● The problem
Report every line in the records below that holds the word "Bramston".

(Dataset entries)
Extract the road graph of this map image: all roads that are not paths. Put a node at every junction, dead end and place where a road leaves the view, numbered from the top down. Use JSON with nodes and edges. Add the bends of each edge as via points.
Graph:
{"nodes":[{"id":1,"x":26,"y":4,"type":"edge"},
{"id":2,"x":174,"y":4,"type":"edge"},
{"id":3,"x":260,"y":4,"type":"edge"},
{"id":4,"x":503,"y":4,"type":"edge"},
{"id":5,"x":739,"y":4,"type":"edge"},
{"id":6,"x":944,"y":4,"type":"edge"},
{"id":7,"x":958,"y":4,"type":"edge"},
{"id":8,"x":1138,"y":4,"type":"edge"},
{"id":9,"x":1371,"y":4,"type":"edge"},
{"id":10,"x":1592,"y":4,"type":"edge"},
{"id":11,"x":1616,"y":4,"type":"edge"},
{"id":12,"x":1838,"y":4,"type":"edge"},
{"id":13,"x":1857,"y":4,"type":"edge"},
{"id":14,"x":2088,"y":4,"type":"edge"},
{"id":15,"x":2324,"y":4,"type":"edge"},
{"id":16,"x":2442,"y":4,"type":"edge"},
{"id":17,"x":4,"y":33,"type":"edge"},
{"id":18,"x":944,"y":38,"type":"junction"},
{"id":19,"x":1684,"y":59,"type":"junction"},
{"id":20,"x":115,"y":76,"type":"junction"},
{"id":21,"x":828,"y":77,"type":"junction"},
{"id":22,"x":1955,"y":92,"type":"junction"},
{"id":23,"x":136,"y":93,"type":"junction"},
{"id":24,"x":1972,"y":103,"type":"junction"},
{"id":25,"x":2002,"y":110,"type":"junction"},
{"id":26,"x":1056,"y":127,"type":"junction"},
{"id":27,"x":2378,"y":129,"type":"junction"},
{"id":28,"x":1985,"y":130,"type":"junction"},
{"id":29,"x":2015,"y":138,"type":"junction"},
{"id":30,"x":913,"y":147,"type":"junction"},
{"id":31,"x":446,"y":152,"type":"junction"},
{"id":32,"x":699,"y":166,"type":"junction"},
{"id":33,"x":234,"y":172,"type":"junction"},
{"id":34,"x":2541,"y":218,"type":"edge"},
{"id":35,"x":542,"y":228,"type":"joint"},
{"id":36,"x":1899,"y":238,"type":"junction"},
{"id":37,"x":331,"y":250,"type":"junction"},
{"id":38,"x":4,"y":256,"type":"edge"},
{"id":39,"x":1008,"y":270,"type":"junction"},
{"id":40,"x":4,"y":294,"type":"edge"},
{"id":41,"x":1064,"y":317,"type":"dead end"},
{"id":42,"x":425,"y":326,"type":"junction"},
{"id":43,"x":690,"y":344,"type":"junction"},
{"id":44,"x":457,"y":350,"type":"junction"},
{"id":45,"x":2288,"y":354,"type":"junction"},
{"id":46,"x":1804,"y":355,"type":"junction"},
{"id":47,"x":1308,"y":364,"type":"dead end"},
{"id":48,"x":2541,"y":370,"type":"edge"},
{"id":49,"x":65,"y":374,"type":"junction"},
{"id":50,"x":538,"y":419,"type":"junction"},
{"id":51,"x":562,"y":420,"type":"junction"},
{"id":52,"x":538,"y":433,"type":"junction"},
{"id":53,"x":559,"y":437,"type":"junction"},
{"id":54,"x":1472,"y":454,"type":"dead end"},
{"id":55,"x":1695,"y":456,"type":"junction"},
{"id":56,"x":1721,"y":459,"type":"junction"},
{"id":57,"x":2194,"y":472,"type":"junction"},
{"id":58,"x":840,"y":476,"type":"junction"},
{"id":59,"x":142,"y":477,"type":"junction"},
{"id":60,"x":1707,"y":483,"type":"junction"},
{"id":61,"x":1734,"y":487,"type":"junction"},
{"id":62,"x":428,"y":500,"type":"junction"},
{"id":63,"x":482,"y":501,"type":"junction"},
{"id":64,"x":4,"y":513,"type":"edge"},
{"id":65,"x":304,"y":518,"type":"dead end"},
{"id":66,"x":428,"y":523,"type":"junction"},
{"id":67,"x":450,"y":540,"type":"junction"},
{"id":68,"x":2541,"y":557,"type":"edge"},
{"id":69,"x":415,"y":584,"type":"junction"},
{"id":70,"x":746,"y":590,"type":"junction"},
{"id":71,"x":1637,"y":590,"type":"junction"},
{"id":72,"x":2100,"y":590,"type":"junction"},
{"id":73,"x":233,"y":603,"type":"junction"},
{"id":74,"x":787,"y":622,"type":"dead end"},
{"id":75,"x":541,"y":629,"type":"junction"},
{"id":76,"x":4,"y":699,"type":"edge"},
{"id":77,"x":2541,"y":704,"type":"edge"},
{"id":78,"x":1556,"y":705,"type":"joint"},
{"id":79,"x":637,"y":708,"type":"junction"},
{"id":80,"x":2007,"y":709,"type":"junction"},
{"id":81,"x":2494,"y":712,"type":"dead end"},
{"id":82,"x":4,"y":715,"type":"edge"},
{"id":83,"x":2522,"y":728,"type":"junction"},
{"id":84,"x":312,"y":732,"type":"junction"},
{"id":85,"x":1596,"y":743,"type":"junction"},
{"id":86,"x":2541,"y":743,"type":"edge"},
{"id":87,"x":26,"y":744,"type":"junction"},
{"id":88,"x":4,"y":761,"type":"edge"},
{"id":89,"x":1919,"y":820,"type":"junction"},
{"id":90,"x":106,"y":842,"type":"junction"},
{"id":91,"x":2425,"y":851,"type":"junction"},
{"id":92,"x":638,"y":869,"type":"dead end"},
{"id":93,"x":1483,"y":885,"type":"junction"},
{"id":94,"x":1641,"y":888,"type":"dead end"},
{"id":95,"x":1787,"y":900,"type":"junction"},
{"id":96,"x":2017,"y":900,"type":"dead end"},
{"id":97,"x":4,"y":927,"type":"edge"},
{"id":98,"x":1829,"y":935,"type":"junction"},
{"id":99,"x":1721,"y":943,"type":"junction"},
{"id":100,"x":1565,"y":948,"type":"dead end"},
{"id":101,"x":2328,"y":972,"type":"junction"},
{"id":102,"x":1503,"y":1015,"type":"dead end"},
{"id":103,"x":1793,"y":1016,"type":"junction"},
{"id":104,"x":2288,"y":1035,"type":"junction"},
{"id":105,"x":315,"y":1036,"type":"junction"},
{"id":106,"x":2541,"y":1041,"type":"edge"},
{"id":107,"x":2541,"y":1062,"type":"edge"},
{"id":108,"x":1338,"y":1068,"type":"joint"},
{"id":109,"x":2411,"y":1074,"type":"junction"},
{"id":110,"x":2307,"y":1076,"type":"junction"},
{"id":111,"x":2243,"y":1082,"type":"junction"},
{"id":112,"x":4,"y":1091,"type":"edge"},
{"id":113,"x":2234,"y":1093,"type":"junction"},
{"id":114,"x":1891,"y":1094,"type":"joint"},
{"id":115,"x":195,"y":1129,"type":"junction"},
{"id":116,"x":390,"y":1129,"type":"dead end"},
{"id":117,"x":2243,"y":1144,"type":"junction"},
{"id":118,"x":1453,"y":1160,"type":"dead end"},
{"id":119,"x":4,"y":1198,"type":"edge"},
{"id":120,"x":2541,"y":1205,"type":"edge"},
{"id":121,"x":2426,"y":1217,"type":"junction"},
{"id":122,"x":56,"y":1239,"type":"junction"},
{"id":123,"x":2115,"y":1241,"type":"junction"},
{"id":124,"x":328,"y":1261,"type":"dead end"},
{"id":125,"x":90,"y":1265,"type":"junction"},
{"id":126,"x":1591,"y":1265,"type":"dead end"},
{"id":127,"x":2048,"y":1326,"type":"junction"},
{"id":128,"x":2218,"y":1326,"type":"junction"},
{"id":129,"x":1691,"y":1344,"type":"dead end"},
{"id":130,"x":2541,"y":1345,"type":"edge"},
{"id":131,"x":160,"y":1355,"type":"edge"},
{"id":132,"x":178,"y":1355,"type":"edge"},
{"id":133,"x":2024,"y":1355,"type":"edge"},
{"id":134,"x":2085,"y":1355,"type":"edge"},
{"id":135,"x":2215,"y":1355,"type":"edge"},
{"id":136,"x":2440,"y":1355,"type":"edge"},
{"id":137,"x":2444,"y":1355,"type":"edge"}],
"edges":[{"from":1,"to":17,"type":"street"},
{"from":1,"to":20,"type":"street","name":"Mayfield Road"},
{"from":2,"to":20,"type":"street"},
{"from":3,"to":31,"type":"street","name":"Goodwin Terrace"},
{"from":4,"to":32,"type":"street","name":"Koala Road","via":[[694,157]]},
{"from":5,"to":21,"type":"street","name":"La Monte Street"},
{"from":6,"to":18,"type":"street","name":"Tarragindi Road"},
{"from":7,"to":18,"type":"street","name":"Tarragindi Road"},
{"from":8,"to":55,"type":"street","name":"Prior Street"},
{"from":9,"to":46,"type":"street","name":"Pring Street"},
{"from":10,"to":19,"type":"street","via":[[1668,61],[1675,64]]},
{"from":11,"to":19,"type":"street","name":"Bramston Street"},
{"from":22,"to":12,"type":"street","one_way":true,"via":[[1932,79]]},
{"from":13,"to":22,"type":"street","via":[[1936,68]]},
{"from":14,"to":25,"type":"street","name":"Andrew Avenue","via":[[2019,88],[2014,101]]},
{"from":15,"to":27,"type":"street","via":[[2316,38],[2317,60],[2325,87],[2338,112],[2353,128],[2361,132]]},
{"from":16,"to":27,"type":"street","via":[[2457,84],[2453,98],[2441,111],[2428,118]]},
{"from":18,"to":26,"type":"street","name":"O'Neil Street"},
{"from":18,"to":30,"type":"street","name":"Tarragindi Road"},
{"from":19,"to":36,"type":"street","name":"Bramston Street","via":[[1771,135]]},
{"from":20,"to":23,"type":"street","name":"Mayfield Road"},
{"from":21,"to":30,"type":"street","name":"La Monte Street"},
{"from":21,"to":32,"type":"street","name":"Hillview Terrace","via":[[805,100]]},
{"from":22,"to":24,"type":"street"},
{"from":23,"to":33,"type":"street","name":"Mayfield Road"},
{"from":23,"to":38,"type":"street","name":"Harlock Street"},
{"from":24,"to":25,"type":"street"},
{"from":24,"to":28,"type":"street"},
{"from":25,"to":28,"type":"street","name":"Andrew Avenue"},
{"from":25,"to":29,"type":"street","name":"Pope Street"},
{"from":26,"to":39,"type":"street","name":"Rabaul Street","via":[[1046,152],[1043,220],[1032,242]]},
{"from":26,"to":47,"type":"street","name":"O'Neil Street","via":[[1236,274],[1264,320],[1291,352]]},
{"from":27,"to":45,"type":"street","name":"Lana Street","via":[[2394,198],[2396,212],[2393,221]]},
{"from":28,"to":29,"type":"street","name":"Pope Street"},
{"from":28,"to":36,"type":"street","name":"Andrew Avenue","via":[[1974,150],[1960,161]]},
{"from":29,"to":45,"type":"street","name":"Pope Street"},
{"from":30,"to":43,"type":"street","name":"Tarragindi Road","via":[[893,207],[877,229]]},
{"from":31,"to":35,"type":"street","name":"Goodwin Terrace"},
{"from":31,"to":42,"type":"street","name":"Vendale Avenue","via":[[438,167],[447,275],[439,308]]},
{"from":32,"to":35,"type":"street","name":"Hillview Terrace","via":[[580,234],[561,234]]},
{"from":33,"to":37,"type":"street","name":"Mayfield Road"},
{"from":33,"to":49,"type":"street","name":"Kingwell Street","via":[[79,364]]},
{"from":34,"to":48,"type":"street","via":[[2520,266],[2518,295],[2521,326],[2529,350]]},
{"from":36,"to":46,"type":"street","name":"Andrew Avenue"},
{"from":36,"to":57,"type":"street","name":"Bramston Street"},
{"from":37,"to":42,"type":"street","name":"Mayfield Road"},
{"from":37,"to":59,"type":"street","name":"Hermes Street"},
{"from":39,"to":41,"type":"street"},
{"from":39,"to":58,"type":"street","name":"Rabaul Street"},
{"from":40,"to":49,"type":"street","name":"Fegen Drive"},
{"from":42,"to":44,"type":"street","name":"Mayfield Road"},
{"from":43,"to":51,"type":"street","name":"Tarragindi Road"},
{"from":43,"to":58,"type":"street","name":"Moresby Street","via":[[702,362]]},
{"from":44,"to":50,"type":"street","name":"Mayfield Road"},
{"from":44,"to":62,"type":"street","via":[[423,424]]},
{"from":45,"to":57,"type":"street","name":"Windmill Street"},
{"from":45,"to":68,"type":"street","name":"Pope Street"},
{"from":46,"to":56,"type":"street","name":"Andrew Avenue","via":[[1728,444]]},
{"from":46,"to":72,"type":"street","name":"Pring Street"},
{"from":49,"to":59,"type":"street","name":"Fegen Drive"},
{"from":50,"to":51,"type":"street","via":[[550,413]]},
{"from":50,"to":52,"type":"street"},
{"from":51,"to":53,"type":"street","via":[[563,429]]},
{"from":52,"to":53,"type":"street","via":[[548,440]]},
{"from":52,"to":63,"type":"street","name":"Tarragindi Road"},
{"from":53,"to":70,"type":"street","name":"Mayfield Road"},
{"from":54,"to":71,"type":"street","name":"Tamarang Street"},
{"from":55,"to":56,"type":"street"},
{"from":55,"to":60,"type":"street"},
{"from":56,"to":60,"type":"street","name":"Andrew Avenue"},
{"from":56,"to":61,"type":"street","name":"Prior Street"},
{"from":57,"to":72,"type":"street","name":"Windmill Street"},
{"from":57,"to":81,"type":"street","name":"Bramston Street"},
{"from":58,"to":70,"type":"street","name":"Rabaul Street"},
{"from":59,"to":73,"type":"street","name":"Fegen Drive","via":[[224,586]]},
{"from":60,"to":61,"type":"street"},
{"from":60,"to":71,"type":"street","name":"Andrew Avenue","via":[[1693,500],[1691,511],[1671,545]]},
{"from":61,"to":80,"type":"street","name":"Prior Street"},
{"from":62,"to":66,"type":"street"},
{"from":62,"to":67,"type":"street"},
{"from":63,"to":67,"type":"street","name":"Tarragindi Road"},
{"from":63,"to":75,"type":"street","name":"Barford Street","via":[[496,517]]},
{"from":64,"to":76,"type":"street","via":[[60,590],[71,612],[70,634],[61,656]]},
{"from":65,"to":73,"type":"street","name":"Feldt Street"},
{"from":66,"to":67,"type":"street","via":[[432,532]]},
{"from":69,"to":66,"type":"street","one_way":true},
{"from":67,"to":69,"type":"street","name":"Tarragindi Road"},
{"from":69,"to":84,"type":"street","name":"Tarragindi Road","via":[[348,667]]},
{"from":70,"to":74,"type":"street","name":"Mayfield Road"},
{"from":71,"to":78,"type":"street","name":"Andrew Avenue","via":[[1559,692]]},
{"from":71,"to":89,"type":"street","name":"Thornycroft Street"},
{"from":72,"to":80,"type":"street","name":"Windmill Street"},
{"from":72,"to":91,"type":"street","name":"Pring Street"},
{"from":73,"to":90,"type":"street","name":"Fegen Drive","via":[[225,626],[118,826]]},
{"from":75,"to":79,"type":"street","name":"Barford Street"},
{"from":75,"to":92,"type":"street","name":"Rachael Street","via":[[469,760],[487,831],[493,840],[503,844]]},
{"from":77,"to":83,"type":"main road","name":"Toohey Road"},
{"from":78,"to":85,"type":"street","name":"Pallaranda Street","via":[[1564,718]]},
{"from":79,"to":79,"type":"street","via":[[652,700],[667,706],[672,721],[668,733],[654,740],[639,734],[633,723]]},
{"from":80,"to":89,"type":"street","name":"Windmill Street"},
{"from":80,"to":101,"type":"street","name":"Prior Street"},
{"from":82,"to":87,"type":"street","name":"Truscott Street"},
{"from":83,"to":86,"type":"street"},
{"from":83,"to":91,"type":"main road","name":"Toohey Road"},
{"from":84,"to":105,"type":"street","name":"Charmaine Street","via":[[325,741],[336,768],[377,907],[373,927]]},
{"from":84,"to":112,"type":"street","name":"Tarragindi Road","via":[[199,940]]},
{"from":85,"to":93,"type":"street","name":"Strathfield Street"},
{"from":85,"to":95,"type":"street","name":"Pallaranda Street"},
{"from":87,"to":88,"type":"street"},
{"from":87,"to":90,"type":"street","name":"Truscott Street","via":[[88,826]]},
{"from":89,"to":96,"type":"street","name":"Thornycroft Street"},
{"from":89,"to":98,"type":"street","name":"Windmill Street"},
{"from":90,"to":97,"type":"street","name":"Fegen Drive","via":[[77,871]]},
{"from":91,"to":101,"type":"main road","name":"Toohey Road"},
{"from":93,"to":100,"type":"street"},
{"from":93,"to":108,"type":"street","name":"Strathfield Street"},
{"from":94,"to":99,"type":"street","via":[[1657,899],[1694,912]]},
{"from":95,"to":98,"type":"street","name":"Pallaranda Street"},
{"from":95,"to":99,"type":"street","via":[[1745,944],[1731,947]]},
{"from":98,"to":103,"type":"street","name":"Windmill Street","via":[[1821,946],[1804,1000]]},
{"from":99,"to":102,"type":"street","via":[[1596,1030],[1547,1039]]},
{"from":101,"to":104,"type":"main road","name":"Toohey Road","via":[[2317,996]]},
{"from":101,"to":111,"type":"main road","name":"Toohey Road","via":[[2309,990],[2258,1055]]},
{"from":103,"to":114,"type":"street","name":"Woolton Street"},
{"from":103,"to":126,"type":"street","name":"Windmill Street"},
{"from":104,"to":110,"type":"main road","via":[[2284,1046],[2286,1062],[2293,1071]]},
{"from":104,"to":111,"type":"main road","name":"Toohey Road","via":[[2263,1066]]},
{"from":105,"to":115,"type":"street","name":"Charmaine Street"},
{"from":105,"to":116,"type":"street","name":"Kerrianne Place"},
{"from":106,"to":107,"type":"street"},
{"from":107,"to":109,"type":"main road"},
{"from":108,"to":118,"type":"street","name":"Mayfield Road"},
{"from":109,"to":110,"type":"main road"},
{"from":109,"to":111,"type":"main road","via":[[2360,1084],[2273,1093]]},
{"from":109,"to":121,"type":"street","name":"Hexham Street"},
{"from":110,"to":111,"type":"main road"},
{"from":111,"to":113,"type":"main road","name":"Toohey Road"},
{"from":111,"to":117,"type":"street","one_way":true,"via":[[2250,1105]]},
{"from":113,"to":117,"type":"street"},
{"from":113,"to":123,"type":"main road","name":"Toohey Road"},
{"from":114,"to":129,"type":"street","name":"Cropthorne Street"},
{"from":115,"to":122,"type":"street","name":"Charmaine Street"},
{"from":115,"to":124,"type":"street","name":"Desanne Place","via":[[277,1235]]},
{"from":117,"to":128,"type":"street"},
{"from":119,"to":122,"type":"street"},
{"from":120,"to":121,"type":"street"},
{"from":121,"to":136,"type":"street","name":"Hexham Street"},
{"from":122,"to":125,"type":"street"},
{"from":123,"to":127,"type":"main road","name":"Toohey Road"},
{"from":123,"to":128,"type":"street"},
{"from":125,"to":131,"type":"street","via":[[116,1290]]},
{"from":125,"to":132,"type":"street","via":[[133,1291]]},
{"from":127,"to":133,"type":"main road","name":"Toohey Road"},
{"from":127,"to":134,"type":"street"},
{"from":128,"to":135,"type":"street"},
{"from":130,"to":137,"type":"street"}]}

● Response
{"from":11,"to":19,"type":"street","name":"Bramston Street"},
{"from":19,"to":36,"type":"street","name":"Bramston Street","via":[[1771,135]]},
{"from":36,"to":57,"type":"street","name":"Bramston Street"},
{"from":57,"to":81,"type":"street","name":"Bramston Street"},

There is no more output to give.